By Sarah N. Lynch and Aruna Viswanatha
WASHINGTON (Reuters) - Willie Gault, a former Chicago Bears wide receiver, faces a civil lawsuit by U.S. securities regulators accusing the American football player and several others of engaging in an alleged scheme to inflate the price of stock in a heart-monitoring device company.
The U.S. Securities and Exchange Commission said in a complaint filed on Tuesday in federal court in California that the company, known as Heart Tronics, installed both Gault and a former Hollywood executive named J. Rowland Perkins as figureheads of the company to help fuel publicity and pump up investor confidence.
Behind the scenes, however, Mitchell J. Stein, the company's purported outside counsel, was conducting shady dealings that included hiring stock promoters and reaping about $8 million from secret trades that he used to spend on private jets and fancy cars, the SEC said.
The attorney, Mitchell Stein, was arrested on Sunday at Los Angeles International Airport, the Justice Department said.
In an indictment unsealed on Monday in federal court in Florida, prosecutors charged Stein with engaging in a scheme to artificially inflate the company's stock price by creating fake purchase orders from fictitious customers, then issuing press releases trumpeting the fake sales.
Federal prosecutors also charged Stein with conspiring to obstruct the SEC investigation by testifying falsely and arranging for others to do so.
A message left at Stein's law office was not immediately returned on Tuesday.
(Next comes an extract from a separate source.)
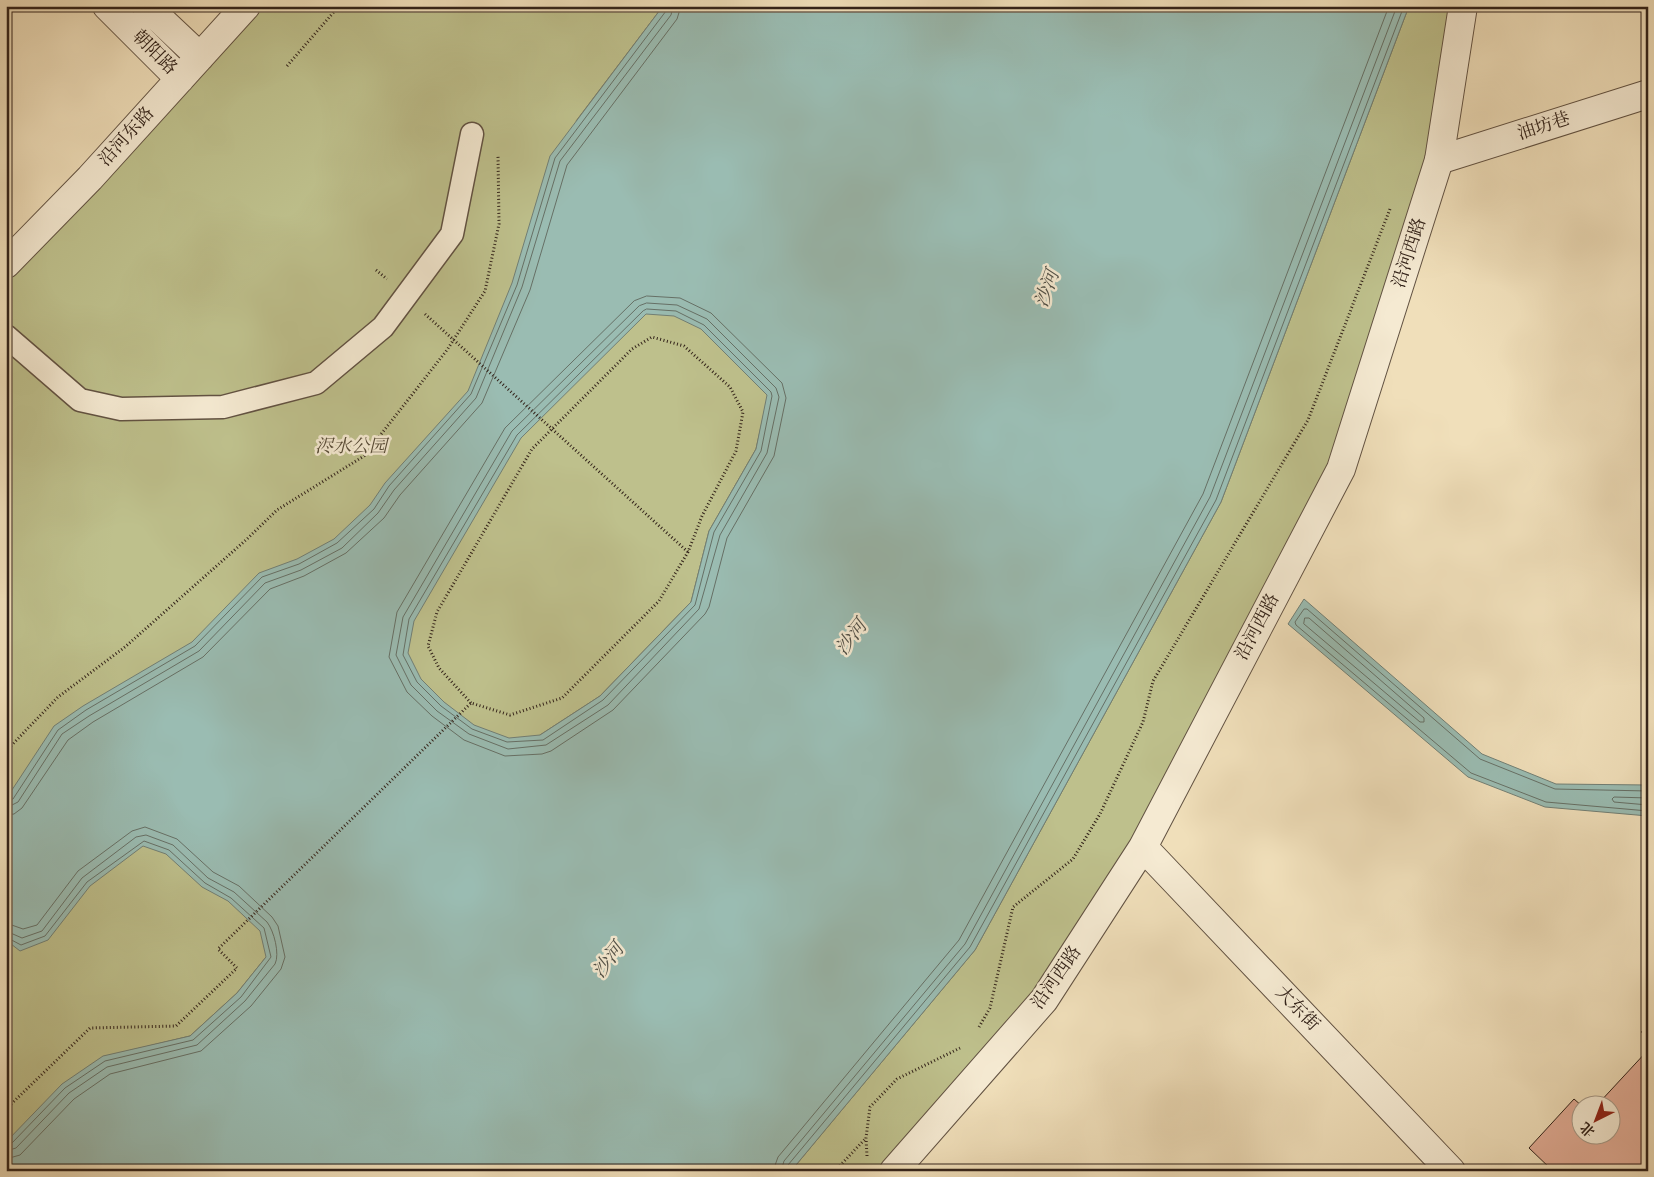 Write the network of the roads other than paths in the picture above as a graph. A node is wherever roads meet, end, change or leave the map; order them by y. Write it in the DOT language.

His most recent message on Twitter, posted on the day of his arrest, read: "As long as the roots are not severed, all is well ... and all will be well ... In the garden."
"Stein took advantage of Gault's celebrity to further prop up the image of Heart Tronics as a successful enterprise," said Stephen L. Cohen, an associate director in the SEC's Division of Enforcement. "Stein secretly sold millions of dollars in stock while peddling false claims of Heart Tronics' lucrative sales orders, and has been living the high life off his illicit proceeds with multiple homes, exotic cars, and private jets."
This marks the second civil case the SEC has filed against a former football player in a stock scheme in less than a week. On Friday, the SEC charged Daniel Ruettiger, the legendary Notre Dame football underdog who inspired the 1993 movie "Rudy," and 12 others with running a stock scam.
The charges against Gault and Perkins center on violations of the Sarbanes-Oxley Act, a law enacted in 2002 that, among other things, imposes certain fiduciary obligations on company executives.
The SEC says that Stein and Gault defrauded one investor into taking a stake in the company by falsely promising the money would go toward company operations.
Some of that money instead went into Gault's personal brokerage account to buy more Heart Tronics stock and give investors a false sense of demand and volume, the SEC claims.
The SEC also said that Gault and Perkins rarely questioned Stein's direction and unlawfully signed public filings containing false statements about the company's sales.
Jared J. Scharf, an attorney representing Gault, Perkins and Heart Tronics, said the SEC's allegations are completely baseless and he believes that the agency's complaint is based on information provided by naked short-sellers trying to take over the company.
"We informed the SEC about ... the naked short-sellers. And to our knowledge, the SEC has done nothing about it," he said. "We suspect that when the naked short-selling didn't accomplish their objective, ... they became the informants to the SEC on whose word this civil action is based."
Scharf said his clients testified to the SEC about the issues raised in this case in 2010, and the agency issued a Wells notice in June of this year. Since then he had not heard from regulators and thought they had dropped the matter.
The SEC's suit will likely put a damper on Gault's recent euphoria after the Los Angeles Police recovered his stolen Super Bowl XX ring. Gault credited the website TMZ with assisting in the search.